Главная   Редакция    Помочь газете
  Духовенство   Библиотечка   Контакты
 

Издание газеты
"Православный Санкт-Петербург"

 

  НАШИ ИЗДАНИЯ    «Православный Санкт-Петербург»       «Горница»       «Чадушки»       «Правило веры»       «Соборная весть»

        

 

К оглавлению номера

«Русский пастырь», Сан-Франциско, США

ЛЮБИТЬ РОССИЮ

Беседа с омской монахиней Марией- (в миру Маргаритой Владимировной Мурзаевой).

- Мать Мария, расскажите, пожалуйста, о себе. Как вы жили, как пришли к вере.

- Я родилась в 1930 году в Омске, в семье врачей. Из опасения за нашу жизнь родители даже не рассказывали нам, какими верующими были наши дедушки и бабушки. Незадолго до смерти отец сказал, что в нашем роду были духовные люди. Уже после смерти отца моей мамы я узнала, какой он был молитвенник - ему запретили в доме держать иконы, и он в сарае устроил себе уголочек, где молился. Думаю, что молитвами предков Господь и меня призвал. Еще в детстве я чувствовала, что есть такая сторона жизни, с которой должно считаться.

В девять лет я познакомилась с верующей старушкой Верой Ивановной. Это была очень добрая и терпеливая христианка. Она рассказывала мне, как люди раньше жили, как в церковь ходили. Я очень любила эти рассказы. Она дала мне молитву Божией Матери, которую я без конца переписывала и читала.

В 16 лет я серьезно заболела и 4 года не могла учиться из-за больного сердца. В 20 лет мне сделали операцию. Моей маме врачи сказали: «Очень мало шансов, что ваша дочка выживет». Хотя мама к Церкви относилась отрицательно, она все же пошла в храм и поставила свечу Божией Матери. После операции я смогла учиться и окончила филологический факультет Ленинградского университета, стала филологом. Работала в школе, в педагогическом институте. Старалась все делать с молитвой. С 1977 года началась моя церковная жизнь. Сначала причащалась во время поездок в Москву и Ленинград, потом стала ходить в церковь в Омске. Три года была на послушании у архиепископа Феодосия. В 1989 году владыка благословил меня принять монашеский постриг. Я сказала, что не готова, а он ответил: «Никогда не будешь готова. Детей вырастила, людям послужила, вот теперь пора Богу послужить». По послушанию приняла постриг. Свое недостоинство чувствую и сейчас - мне кажется, что нужно было больше подготовиться.
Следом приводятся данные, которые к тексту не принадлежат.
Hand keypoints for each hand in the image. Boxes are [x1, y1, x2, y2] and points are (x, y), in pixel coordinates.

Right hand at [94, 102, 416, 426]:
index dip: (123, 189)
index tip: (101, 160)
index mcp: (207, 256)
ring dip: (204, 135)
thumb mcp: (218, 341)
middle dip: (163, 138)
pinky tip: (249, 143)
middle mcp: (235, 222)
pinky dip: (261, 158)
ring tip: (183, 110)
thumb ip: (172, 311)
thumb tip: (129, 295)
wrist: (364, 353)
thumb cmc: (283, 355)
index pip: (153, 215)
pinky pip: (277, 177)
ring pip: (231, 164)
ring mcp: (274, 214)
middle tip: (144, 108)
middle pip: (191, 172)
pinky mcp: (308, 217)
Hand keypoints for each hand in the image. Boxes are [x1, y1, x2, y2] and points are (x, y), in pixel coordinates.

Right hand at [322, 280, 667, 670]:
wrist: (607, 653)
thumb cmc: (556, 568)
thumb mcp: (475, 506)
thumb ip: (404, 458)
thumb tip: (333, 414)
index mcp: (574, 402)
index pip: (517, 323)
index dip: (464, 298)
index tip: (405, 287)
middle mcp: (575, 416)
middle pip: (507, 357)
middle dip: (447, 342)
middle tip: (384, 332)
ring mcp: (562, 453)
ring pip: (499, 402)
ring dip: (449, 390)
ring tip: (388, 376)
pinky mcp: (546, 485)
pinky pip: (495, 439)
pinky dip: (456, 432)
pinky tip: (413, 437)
- Кроме личного спасения, в чем вы видите свое призвание или послушание в настоящее время?

- Своего спасения я не мыслю отдельно от спасения тех людей, которых мне Господь послал. Очень много людей скорбящих, несчастных, болящих, и боль за этих людей связана, в частности, с вопросом просвещения, - я чувствую недостаток богопознания, недостаток не только в молитвенном делании, но и в знаниях. Мое послушание сейчас - воскресная школа. Иногда приглашают в гимназию читать разработанный мною курс «Христианские мотивы в русской литературе». В педагогическом и автодорожном институтах я читала спецкурс.
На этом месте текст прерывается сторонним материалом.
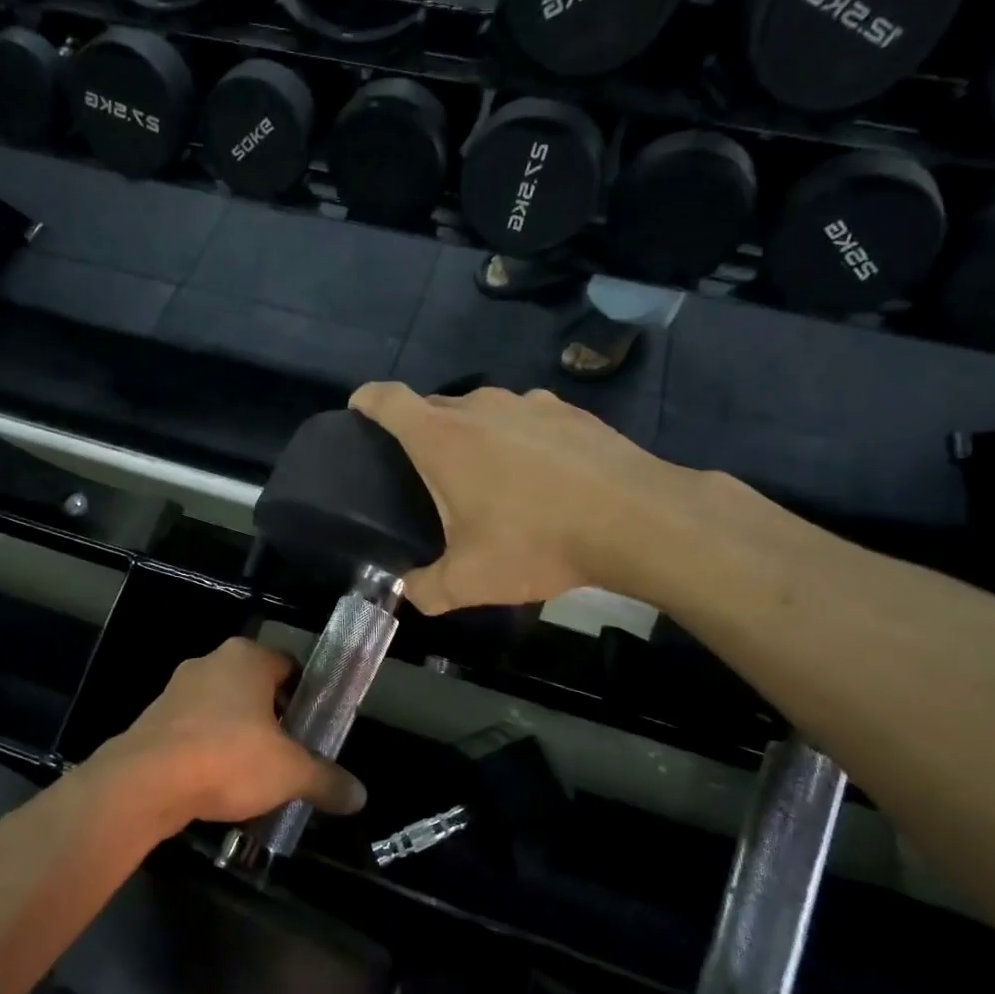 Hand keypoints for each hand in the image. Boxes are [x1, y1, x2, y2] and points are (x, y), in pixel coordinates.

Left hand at [86, 638, 366, 833]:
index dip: (306, 695)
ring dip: (238, 734)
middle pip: (254, 687)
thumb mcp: (290, 772)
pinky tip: (216, 782)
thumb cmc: (228, 758)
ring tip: (254, 773)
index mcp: (247, 658)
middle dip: (272, 718)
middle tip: (289, 752)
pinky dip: (207, 749)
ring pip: (221, 708)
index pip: (289, 666)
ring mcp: (177, 689)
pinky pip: (193, 730)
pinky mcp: (152, 718)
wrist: (145, 782)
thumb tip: (360, 796)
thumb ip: (327, 780)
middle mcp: (211, 662)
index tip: (314, 726)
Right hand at [350, 382, 719, 614]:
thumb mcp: (470, 581)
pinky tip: (540, 476)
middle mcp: (479, 407)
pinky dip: (519, 439)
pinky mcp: (569, 410)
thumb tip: (407, 593)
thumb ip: (426, 589)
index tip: (358, 413)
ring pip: (482, 412)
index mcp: (441, 437)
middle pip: (433, 406)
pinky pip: (526, 418)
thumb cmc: (537, 541)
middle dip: (420, 432)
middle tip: (426, 475)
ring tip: (488, 479)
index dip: (366, 401)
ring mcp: (528, 402)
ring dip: (473, 436)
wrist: (636, 519)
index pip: (387, 399)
- Как слушатели воспринимали ваш курс?

- Начинали слушать очень хорошо, но чем более он углублялся, чем больше я касалась проблемы жизни по тем идеалам, по тем заповедям, которые я раскрывала на курсе (т.е. проблему, как нужно жить), слушатели начинали от меня «отдаляться». Когда вопрос начинал касаться каждого лично, то число слушателей сокращалось. Те, которые остались, потом пришли в Церковь. Например, Лариса. Помню, как она подошла ко мне после занятий. Я сказала, что мне нужно идти в церковь на службу - был Страстной четверг. Она спросила: «Можно я пойду с вами?» Я ответила: «Тебе будет очень трудно. Враг будет изгонять тебя из церкви. Приготовься к этому». Потом она говорила, что никогда не думала, что ей, молодой, цветущей женщине, может быть так трудно: «Если бы вы меня не предупредили, то я бы убежала». Но она осталась. Потом венчалась, крестила детей.

- Вступали ли с вами на курсах в полемику?

- Нет, в полемику не вступали. Наоборот, все относились уважительно и почтительно, но чем ответственнее становились идеи, чем сильнее были призывы к личной ответственности, тем больше люди ощущали невозможность для себя этого пути. Многие искренне говорят: «Это прекрасно, конечно, но это так трудно, это не для меня». Православие пугает своей трудностью - в нашей вере есть и аскетизм, и взыскательность к самому себе, и необходимость оставить какие-то привычки.

- Идет ли духовное возрождение в современной России?

- Я лично считаю, что потенциал возрождения очень велик. Недавно я проводила встречу в школе для детей-подростков об идеалах древней Руси. Я даже немножко испугалась, потому что их было много и они были такие шумные и подвижные. Я начала свою беседу словами: «Вы, наверное, слышали, что есть ген родительский в человеке. Кто-то похож на отца, кто-то на бабушку. Так и в характере. В нас, живущих сегодня в России, есть гены той древней Руси, о которой я вам сегодня буду говорить». Они так хорошо слушали, утихли, хотя было тесно и душно. Мне подумалось, что в этих детях есть какая-то глубина, и если ее затронуть, то ее струна зазвучит… Я рассказывала о наших князьях благоверных, о святых, о том, кто был идеалом для русских людей, - не богач, не человек, обладающий смелостью и силой, а святой, подвижник.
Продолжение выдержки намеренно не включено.